*** RECORDS PROVIDED ***

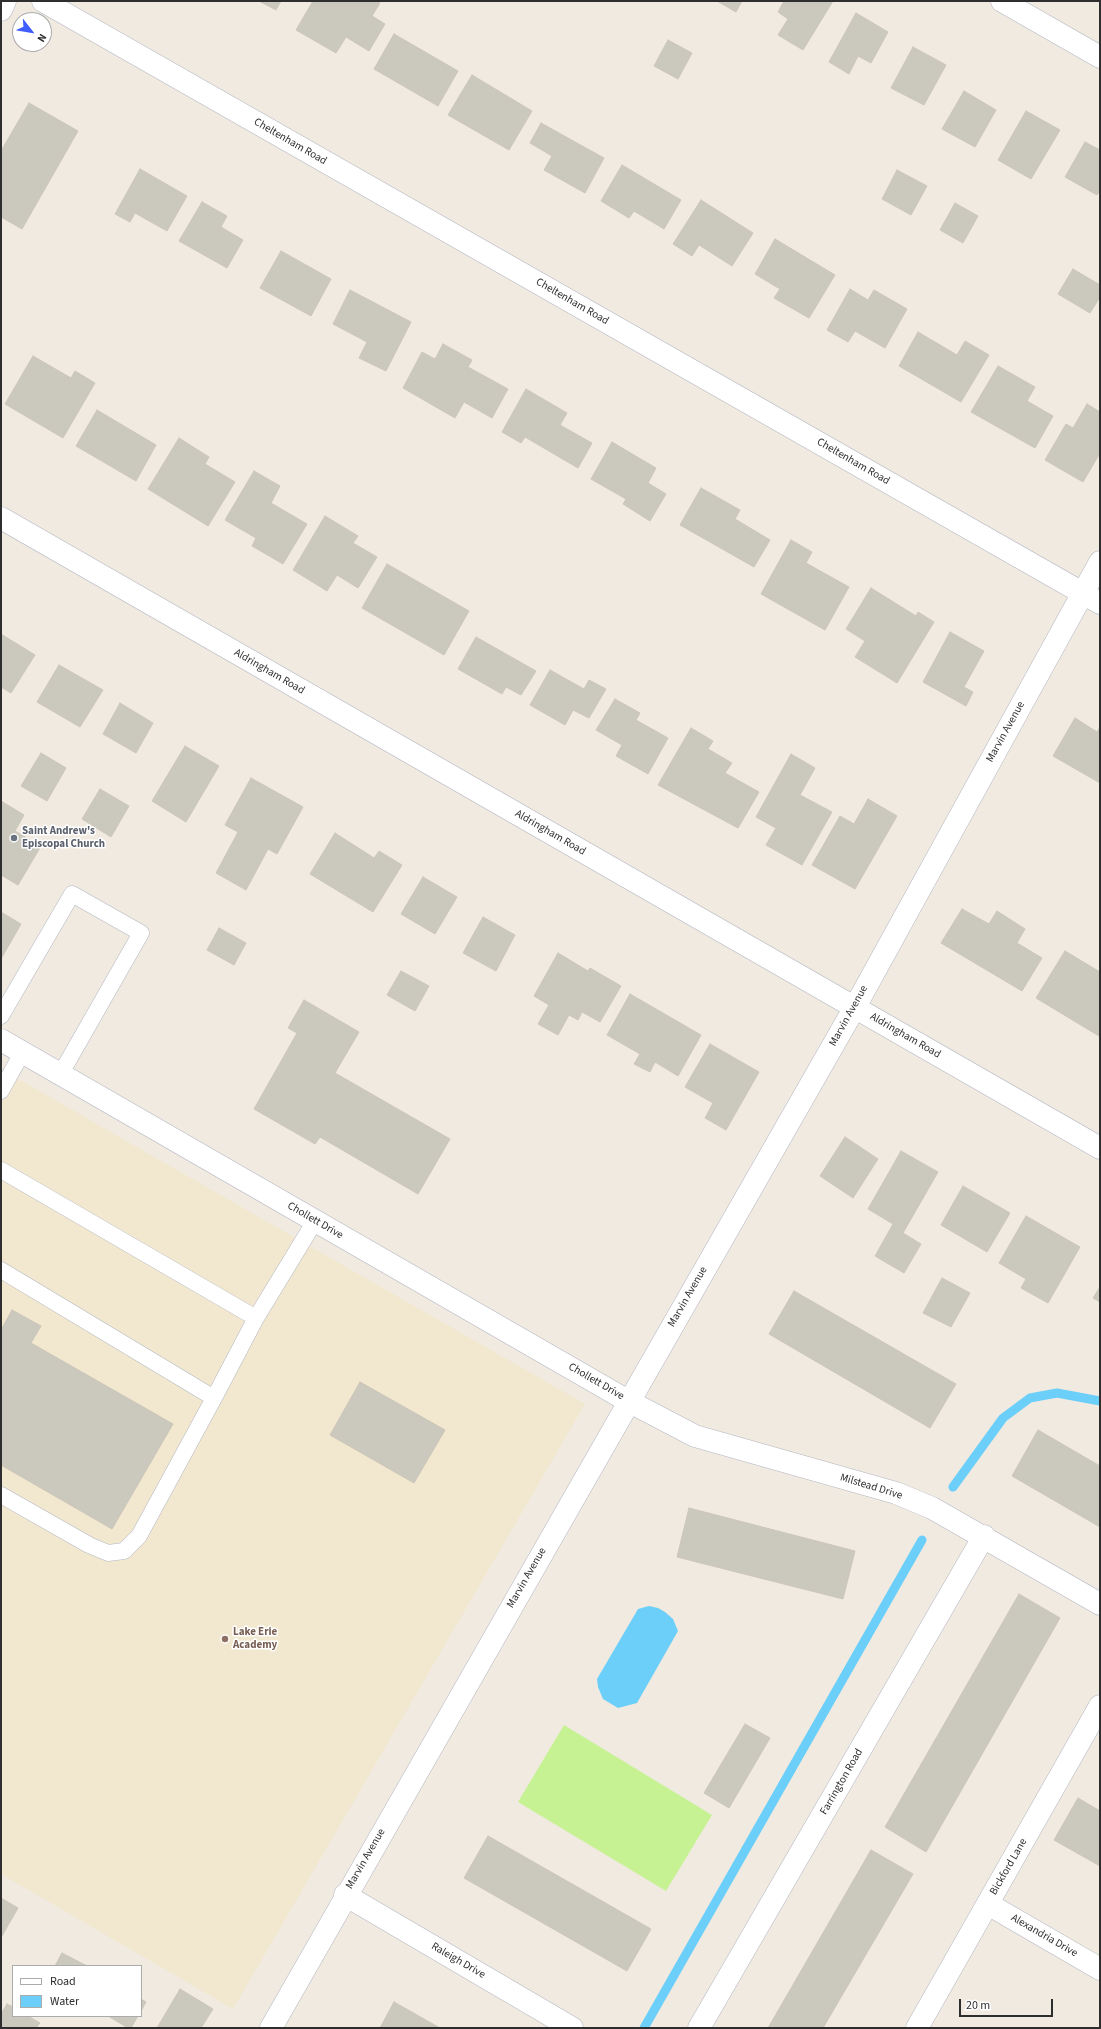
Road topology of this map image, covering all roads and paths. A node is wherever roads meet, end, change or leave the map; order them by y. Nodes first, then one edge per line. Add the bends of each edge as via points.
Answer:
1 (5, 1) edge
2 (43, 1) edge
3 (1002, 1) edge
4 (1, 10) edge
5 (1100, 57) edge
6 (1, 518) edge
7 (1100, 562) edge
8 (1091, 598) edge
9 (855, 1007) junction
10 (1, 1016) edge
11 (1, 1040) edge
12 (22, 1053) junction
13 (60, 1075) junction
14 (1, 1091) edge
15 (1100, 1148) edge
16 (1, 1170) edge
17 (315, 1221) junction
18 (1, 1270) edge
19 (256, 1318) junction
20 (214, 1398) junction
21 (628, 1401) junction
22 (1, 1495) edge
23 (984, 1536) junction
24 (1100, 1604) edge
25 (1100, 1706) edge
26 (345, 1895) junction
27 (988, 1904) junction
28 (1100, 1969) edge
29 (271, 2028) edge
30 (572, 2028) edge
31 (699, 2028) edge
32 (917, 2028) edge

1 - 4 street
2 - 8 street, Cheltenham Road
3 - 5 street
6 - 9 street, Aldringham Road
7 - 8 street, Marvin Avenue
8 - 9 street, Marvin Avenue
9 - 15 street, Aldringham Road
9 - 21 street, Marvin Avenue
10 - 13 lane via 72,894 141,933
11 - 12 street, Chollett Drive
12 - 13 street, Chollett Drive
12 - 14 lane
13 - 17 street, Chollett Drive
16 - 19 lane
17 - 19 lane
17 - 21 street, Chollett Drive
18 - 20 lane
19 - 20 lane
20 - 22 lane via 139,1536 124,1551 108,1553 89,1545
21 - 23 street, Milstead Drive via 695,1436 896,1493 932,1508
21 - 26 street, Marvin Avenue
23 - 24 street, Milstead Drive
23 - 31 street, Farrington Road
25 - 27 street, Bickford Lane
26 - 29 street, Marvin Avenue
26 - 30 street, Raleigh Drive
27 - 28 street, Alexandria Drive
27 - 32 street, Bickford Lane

*** End of RECORDS PROVIDED ***

● **WORK INSTRUCTIONS**
Restate the records above exactly, less any pictures.

● **SOLVED EXERCISE**
Road topology of this map image, covering all roads and paths. A node is wherever roads meet, end, change or leave the map; order them by y. Nodes first, then one edge per line. Add the bends of each edge as via points.
Answer:
1 (5, 1) edge
2 (43, 1) edge
3 (1002, 1) edge
4 (1, 10) edge
5 (1100, 57) edge
6 (1, 518) edge
7 (1100, 562) edge
8 (1091, 598) edge
9 (855, 1007) junction
10 (1, 1016) edge
11 (1, 1040) edge
12 (22, 1053) junction
13 (60, 1075) junction
14 (1, 1091) edge
15 (1100, 1148) edge
16 (1, 1170) edge
17 (315, 1221) junction
18 (1, 1270) edge
19 (256, 1318) junction
20 (214, 1398) junction
21 (628, 1401) junction
22 (1, 1495) edge
23 (984, 1536) junction
24 (1100, 1604) edge
25 (1100, 1706) edge
26 (345, 1895) junction
27 (988, 1904) junction
28 (1100, 1969) edge
29 (271, 2028) edge
30 (572, 2028) edge
31 (699, 2028) edge
32 (917, 2028) edge

1 - 4 street
2 - 8 street, Cheltenham Road
3 - 5 street
6 - 9 street, Aldringham Road
7 - 8 street, Marvin Avenue
8 - 9 street, Marvin Avenue
9 - 15 street, Aldringham Road
9 - 21 street, Marvin Avenue
10 - 13 lane via 72,894 141,933
11 - 12 street, Chollett Drive
12 - 13 street, Chollett Drive
12 - 14 lane
13 - 17 street, Chollett Drive
16 - 19 lane
17 - 19 lane
17 - 21 street, Chollett Drive
18 - 20 lane
19 - 20 lane
20 - 22 lane via 139,1536 124,1551 108,1553 89,1545
21 - 23 street, Milstead Drive via 695,1436 896,1493 932,1508
21 - 26 street, Marvin Avenue
23 - 24 street, Milstead Drive
23 - 31 street, Farrington Road
25 - 27 street, Bickford Lane
26 - 29 street, Marvin Avenue
26 - 30 street, Raleigh Drive
27 - 28 street, Alexandria Drive
27 - 32 street, Bickford Lane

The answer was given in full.